# Kamera zur Anlagenüberwachung



## Matze001 (2 Juli 2021)

Hallo Zusammen,

das Thema gab es schon ein paar Mal, aber ich hab nix passendes für mich gefunden.

Wir bauen eine etwas größere und verwinkelte Anlage, und würden gern ein paar Kameras aufhängen, um dem Bediener etwas Übersicht zu bieten.
Vorhanden ist ein Netzwerk, optional auf PoE, und ein PC mit Win10.

Wir brauchen keine 4k Kameras, und auch keinen besonderen Schutz (IP-Schutzart).
Ich will aber auch keinen China-Plastikmüll einsetzen.

Grüße

Marcel


----------



## Blockmove (2 Juli 2021)

Schau dir mal die Kameras von Instar an.


----------



## DeltaMikeAir (2 Juli 2021)

Hinweisschilder nicht vergessen.


----------



## rostiger Nagel (2 Juli 2021)

Hallo Marcel,
ich habe mal letztens hier etwas bestellt.
Die sind sehr Kompetent, da hast du auch
gleich alles dabei.









						Elektronik und Technik bei Henri Elektronik günstig bestellen
					

Bei uns finden Sie Lautsprecher, Netzgeräte, Mobile PA Anlagen, Kamera-Überwachung und vieles mehr..




					www.henri.de
				




Wir hatten da so kleine Stiftkameras genutzt, mit
BNC da hast du auch nicht so eine Verzögerung wie
bei einer Netzwerkkamera.
Dazu gab es dann einen Recorder, wo man dann
der dann das Verschalten machte.

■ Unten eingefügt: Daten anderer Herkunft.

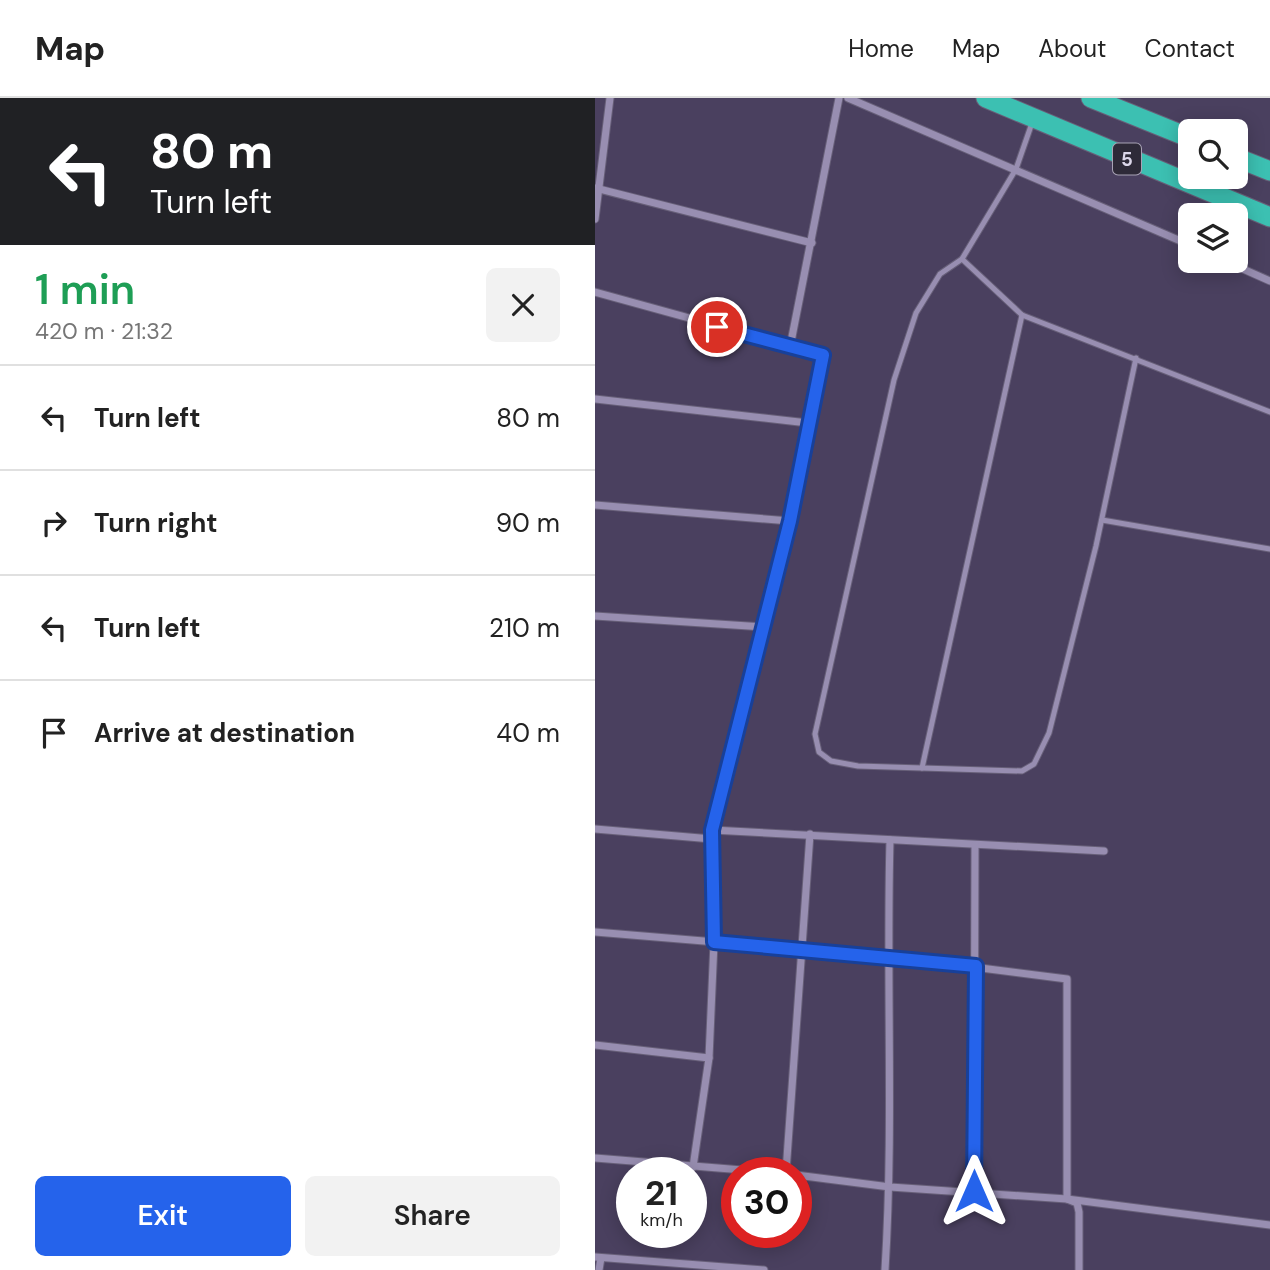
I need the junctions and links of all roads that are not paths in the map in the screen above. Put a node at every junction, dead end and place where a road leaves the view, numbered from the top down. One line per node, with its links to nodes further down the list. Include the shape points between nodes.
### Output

Z.b. ein, zwei oder
4 .. usw an Bilder auf einen Screen.
An den Recorder konnte man gleich einen Bildschirm
hängen oder über Netzwerk raus. Eine Festplatte zur
Aufzeichnung konnte man auch Installieren.
Ich war erstaunt, was die Kameras unter einen dunklen
Maschinenschutzhaube wieder gegeben haben.









						2MP Stiftkamera Color IP66 3in1 WDR Maschinenkamera AHD TVI CVBS
					

Maschinen Kamera HD Hochauflösende Kamera mit Fixobjektiv, steckerfertige Zylinderkamera im stabilem IP66 ALU Gehäuse Ideal für Handwerk,…




					www.henri.de


----------



## Matze001 (2 Juli 2021)

Danke an Alle, auch für den Hinweis auf die Schilder.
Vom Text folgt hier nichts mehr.